Date: 2007-10-02 05:15 pm (UTC)
From: [identity profile] hackthis.livejournal.com
Commentary makes the baby Petrelli happy, so I'm glad you liked it. Also, I think you left a comment for me about the pasdar youtube account, thank you for that, but I actually already have it on my flist watch ;)

Date: 2007-10-02 06:06 pm (UTC)
From: [identity profile] girlandetc.livejournal.com
the commentary is great. i'm not naturally that witty. i need to work on that. and i did leave that comment - i figured you had already seen it, but i also figured that if you hadn't, you'd be glad i commented. so either way. just trying to do my creepy, possibly incestuous, brotherly love, fandom/real life crossover video service. or something.

Date: 2007-10-02 06:13 pm (UTC)
From: [identity profile] hackthis.livejournal.com
I dunno about the witty part, I just call it like I see it and let the sarcasm do the rest, and I am always happy for contributions to the dirty!bad!wrong!hotass.

Date: 2007-10-02 04:39 pm (UTC)
From: [identity profile] kelly-girl.livejournal.com
I bet that beard is softer than a baby's ass. I wanna pet the beard!

Do not fall for the beard! It's evil and will hypnotize you into thinking it's the best thing since sliced bread. Before you know it you'll be sitting with [livejournal.com profile] skripka and [livejournal.com profile] sparky77 as they plan to make the beard our world dictator.

Date: 2007-10-02 05:16 pm (UTC)
From: [identity profile] hackthis.livejournal.com
Love the beard! Embrace the beard! Do not deny the beard, you and [livejournal.com profile] skripka are already in enough trouble with me since apparently I will be writing Cracked out Mood!Wing-fic this week.

Date: 2007-10-02 06:22 pm (UTC)
From: [identity profile] kelly-girl.livejournal.com
You have already fallen for the beard.

We will miss you!

*Plays taps*

*Waits for wing!fic that I know is going to be like chocolate covered crack*

Date: 2007-10-03 01:39 am (UTC)
ext_2970: (Heroes by siri_greene)
From: [identity profile] niciasus.livejournal.com
Wheeeewww. I'm not alone. I love the beard. Nathan is freaking sexy wearing the beard.

Date: 2007-10-02 08:44 pm (UTC)
From: [identity profile] isagel.livejournal.com
k) Kon-El read the Suresh evolution book too? How did everybody get a copy of this? I couldn't find my copy at Borders. Does it just show up in the post one day marked: To the Person At this Address Who Has a Power, 123 Evolutionary Road, Darwinism, The World or something?

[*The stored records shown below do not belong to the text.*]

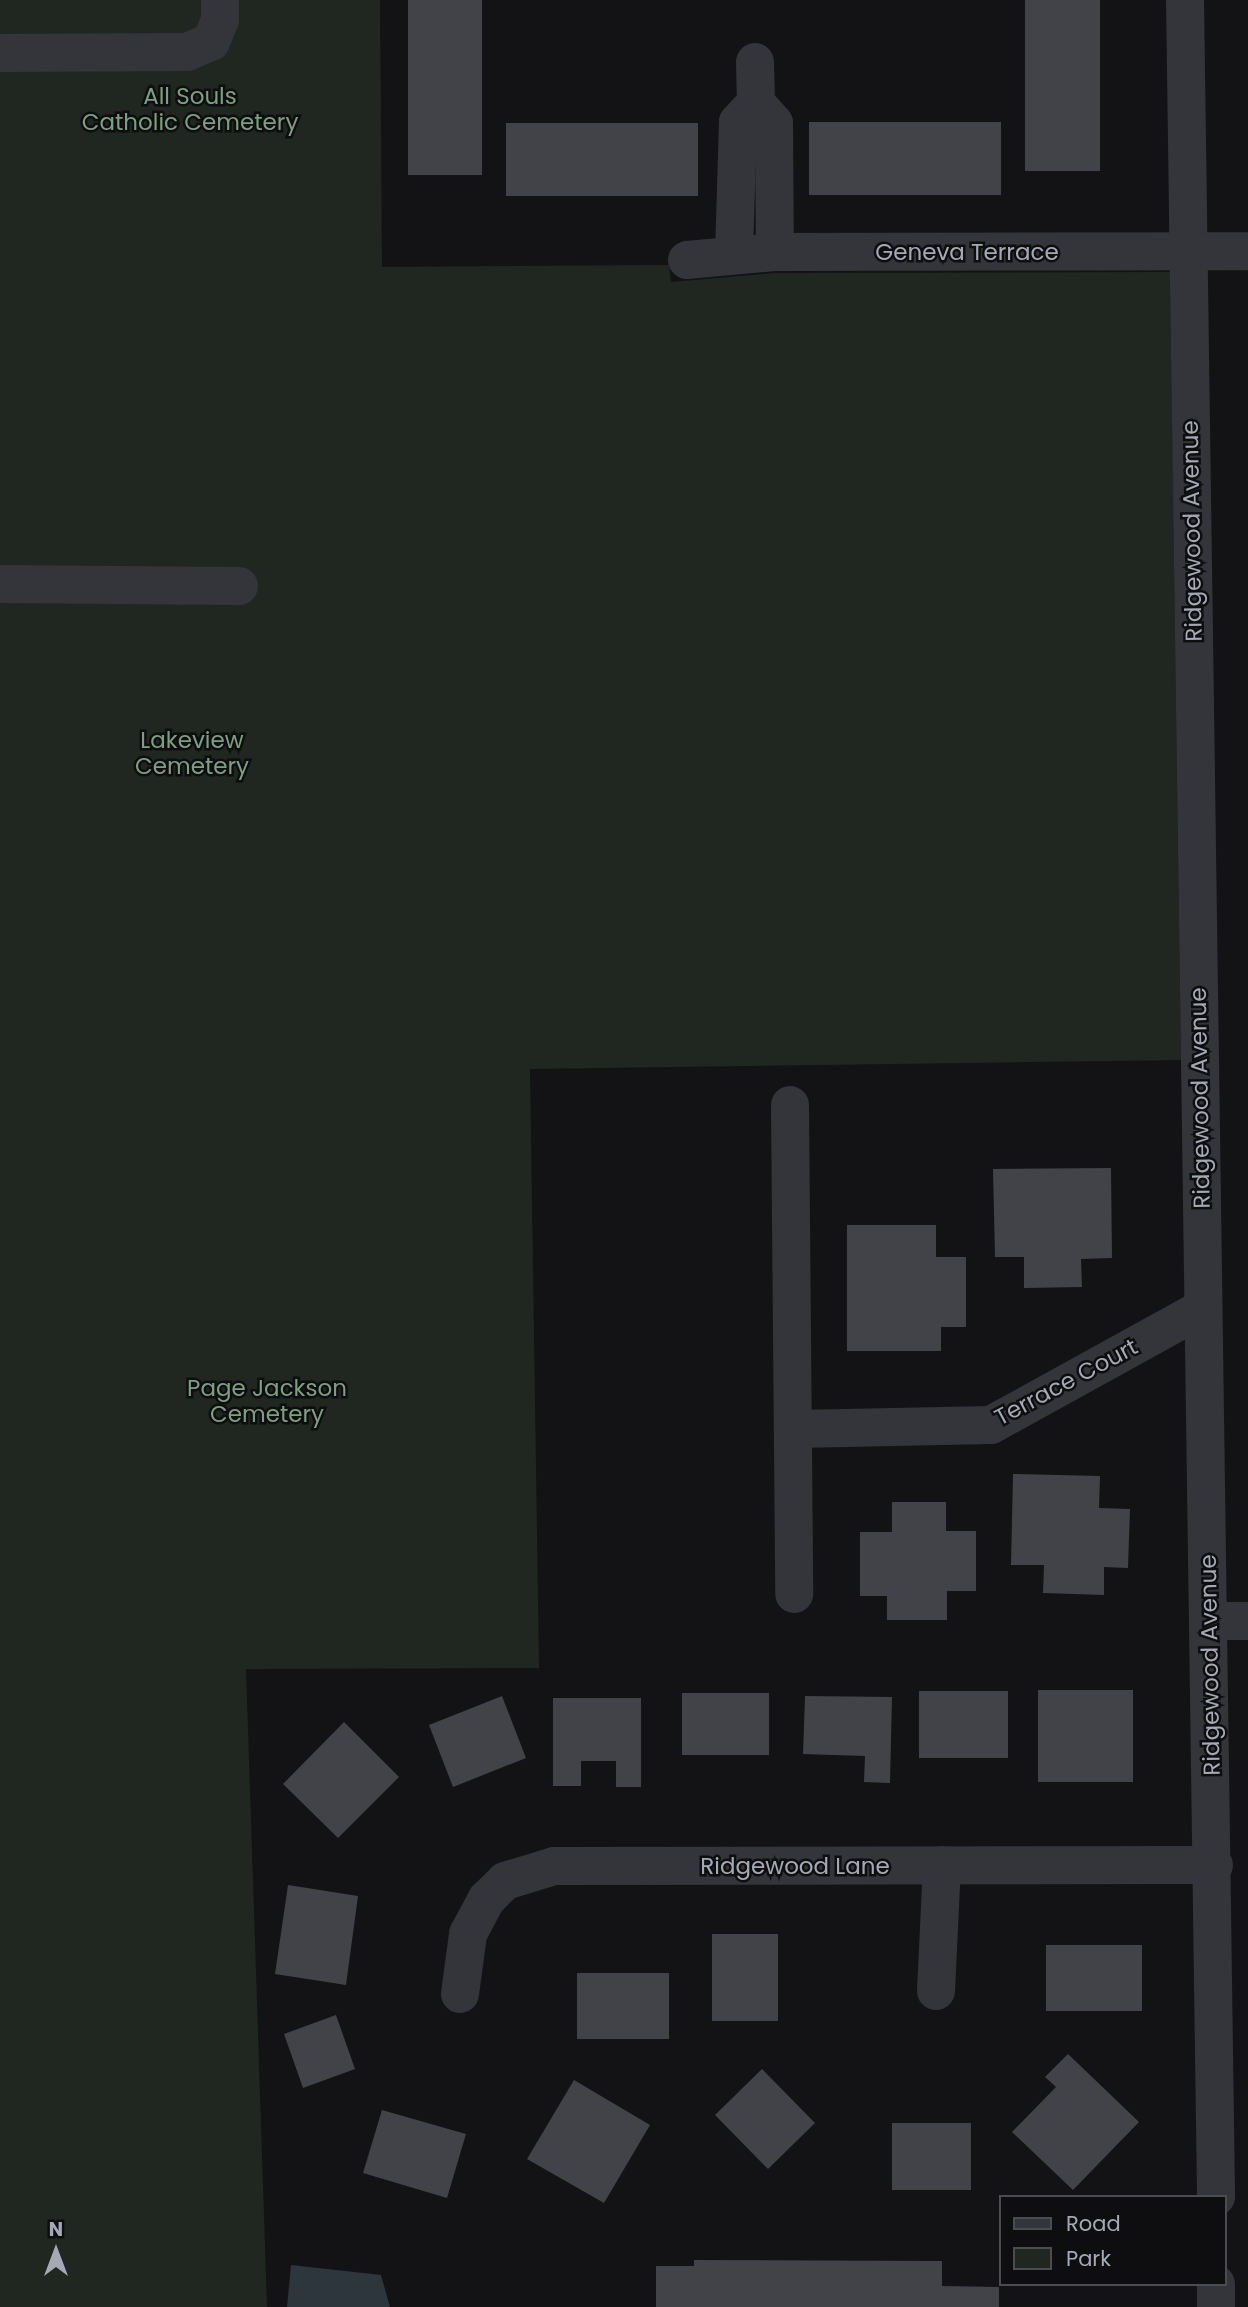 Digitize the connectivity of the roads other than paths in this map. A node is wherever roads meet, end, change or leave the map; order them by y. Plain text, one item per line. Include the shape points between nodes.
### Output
1 (220, 0) edge
2 (1185, 0) edge
3 (0, 52) edge
4 (755, 62) dead end
5 (756, 103) junction
6 (1248, 251) edge
7 (775, 252) junction
8 (1189, 252) junction
9 (734, 255) junction
10 (687, 260) dead end
11 (0, 584) edge
12 (239, 586) dead end
13 (790, 1105) dead end
14 (1203, 1308) junction
15 (796, 1429) junction
16 (794, 1594) dead end
17 (1248, 1621) edge
18 (1210, 1622) junction
19 (942, 1865) junction
20 (1214, 1865) junction
21 (936, 1991) dead end
22 (460, 1994) dead end
23 (1216, 2195) edge
24 (1216, 2286) edge
25 (1216, 2307) edge

1 - 3 street via 220,20 211,42 187,52
2 - 8 street, Ridgewood Avenue
4 - 5 street
5 - 7 street via 774,124
5 - 9 street via 737,122
6 - 8 street, Geneva Terrace
7 - 8 street, Geneva Terrace
7 - 9 street, Geneva Terrace
8 - 14 street, Ridgewood Avenue
9 - 10 street, Geneva Terrace
11 - 12 street
13 - 15 street
14 - 15 street, Terrace Court via 991,1425
14 - 18 street, Ridgewood Avenue
15 - 16 street
17 - 18 street
18 - 20 street, Ridgewood Avenue
19 - 20 street, Ridgewood Lane
19 - 21 street
19 - 22 street, Ridgewood Lane via 554,1866 505,1881 487,1899 468,1934
20 - 23 street, Ridgewood Avenue
24 - 25 street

This is exactly what I said, only you said it funnier. The ubiquitousness of the Papa Suresh masterpiece is currently amusing me so much it's bound to start annoying the hell out of me any second now.

Date: 2007-10-03 05:35 pm (UTC)
From: [identity profile] hackthis.livejournal.com
[livejournal.com profile] mattador said below that s/he thought Chandra had sent out copies to those he thought were potential genetic, err, carriers, so that makes a lot more sense then it falling out the sky, no?

Date: 2007-10-03 02:22 am (UTC)
From: [identity profile] mattador.livejournal.com
k) Actually, didn't Chandra send out copies to people he thought had powers? Am I remembering wrong?

Date: 2007-10-03 05:33 pm (UTC)
From: [identity profile] hackthis.livejournal.com
Is that what happened? Because I was just 'like the hell?' Does it appear on your bedside the day you hit genetic jackpot puberty or what?